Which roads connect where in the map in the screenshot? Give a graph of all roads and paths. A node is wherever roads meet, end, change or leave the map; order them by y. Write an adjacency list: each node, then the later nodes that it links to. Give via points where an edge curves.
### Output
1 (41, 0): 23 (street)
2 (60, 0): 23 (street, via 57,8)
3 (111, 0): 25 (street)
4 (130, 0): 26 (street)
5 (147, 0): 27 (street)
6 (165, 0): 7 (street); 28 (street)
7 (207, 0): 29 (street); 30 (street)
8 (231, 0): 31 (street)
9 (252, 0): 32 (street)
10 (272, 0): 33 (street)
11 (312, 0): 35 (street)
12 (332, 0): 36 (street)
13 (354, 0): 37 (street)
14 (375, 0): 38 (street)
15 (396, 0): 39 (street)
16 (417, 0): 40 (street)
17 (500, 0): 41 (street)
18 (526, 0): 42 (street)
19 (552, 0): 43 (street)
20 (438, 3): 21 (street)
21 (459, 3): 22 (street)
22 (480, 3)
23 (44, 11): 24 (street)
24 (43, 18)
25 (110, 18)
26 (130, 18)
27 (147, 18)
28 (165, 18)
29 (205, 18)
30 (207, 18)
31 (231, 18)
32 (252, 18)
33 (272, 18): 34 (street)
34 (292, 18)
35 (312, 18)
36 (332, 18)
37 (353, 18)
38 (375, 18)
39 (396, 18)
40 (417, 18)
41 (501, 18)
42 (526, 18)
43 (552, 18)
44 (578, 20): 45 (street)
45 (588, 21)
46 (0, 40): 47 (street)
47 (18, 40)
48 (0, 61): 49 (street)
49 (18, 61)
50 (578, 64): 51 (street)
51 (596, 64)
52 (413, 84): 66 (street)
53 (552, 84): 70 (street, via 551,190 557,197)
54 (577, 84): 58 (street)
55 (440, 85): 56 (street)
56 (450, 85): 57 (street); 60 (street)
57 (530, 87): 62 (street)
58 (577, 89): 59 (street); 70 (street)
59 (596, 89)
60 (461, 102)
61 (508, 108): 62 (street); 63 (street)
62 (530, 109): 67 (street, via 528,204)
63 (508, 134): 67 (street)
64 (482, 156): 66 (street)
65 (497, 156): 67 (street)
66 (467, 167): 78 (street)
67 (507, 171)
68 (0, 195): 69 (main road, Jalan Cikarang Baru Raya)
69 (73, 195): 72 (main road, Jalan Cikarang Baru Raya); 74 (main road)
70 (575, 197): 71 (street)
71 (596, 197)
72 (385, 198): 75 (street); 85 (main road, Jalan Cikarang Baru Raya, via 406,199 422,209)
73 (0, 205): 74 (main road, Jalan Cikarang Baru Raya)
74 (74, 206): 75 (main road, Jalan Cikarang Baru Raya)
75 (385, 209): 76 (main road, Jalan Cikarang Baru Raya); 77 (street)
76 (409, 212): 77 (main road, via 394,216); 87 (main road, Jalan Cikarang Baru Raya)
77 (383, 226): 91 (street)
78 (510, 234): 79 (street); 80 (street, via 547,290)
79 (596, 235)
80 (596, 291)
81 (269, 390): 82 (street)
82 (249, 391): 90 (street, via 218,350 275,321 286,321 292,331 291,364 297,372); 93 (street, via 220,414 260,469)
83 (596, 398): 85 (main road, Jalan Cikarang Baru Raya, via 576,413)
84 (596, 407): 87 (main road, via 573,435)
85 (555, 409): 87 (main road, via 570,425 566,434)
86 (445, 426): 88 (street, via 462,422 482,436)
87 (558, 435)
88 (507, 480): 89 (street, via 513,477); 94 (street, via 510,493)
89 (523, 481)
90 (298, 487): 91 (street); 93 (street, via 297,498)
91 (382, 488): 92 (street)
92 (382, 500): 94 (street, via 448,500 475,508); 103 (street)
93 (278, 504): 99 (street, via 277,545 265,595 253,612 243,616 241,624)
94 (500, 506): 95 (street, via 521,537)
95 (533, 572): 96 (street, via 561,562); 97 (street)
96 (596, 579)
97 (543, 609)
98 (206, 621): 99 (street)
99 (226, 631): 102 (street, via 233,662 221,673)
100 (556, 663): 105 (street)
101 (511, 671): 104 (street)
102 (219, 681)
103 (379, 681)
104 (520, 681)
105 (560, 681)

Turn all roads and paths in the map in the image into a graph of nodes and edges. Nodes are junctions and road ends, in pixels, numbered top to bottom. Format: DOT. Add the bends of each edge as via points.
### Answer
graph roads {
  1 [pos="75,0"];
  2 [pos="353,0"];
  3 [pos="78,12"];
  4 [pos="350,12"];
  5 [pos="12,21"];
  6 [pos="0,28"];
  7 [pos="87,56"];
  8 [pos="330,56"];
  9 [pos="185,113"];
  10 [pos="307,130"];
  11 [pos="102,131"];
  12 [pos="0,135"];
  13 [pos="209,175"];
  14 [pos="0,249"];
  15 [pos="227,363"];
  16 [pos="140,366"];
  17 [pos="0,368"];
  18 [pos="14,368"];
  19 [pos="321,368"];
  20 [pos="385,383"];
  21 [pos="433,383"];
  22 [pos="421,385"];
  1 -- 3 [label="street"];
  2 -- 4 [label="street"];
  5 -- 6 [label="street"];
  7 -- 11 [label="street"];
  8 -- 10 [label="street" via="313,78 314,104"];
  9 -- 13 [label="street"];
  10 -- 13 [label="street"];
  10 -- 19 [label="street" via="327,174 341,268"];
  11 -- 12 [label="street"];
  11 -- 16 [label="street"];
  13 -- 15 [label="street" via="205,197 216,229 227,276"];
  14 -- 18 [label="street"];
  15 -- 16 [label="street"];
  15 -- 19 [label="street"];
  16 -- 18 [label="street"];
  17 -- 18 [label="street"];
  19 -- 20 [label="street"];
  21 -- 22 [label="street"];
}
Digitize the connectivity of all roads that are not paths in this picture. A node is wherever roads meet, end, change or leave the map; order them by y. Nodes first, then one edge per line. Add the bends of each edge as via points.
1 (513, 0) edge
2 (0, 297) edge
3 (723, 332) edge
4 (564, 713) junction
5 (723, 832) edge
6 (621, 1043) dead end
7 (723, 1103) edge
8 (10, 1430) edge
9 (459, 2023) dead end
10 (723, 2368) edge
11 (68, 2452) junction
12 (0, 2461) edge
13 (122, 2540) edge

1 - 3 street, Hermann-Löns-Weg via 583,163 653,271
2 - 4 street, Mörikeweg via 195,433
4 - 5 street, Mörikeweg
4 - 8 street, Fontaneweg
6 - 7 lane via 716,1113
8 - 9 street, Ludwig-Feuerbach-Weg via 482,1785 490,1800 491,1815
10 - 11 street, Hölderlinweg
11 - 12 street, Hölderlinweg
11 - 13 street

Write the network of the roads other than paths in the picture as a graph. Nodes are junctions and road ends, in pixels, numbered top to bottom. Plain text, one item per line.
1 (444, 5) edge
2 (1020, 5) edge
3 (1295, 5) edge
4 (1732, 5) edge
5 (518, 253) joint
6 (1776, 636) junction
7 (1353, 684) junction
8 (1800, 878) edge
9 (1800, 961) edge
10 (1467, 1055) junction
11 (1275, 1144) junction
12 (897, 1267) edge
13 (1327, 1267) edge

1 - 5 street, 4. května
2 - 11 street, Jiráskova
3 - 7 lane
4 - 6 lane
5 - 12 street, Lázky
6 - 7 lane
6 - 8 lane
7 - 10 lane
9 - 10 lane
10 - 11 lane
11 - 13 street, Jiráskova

REQUIRED ACTION
Every line from the one containing "Write the network" to the end of the entries must be set down exactly, with none omitted and none added.

WRITTEN ANSWER
Write the network of the roads other than paths in the picture as a graph. Nodes are junctions and road ends, in pixels, numbered top to bottom. Plain text, one item per line.
1 (444, 5) edge
2 (1020, 5) edge
3 (1295, 5) edge
4 (1732, 5) edge
5 (518, 253) joint
6 (1776, 636) junction
7 (1353, 684) junction
8 (1800, 878) edge
9 (1800, 961) edge
10 (1467, 1055) junction
11 (1275, 1144) junction
12 (897, 1267) edge
13 (1327, 1267) edge

1 - 5 street, 4. května
2 - 11 street, Jiráskova
3 - 7 lane
4 - 6 lane
5 - 12 street, Lázky
6 - 7 lane
6 - 8 lane
7 - 10 lane
9 - 10 lane
10 - 11 lane
11 - 13 street, Jiráskova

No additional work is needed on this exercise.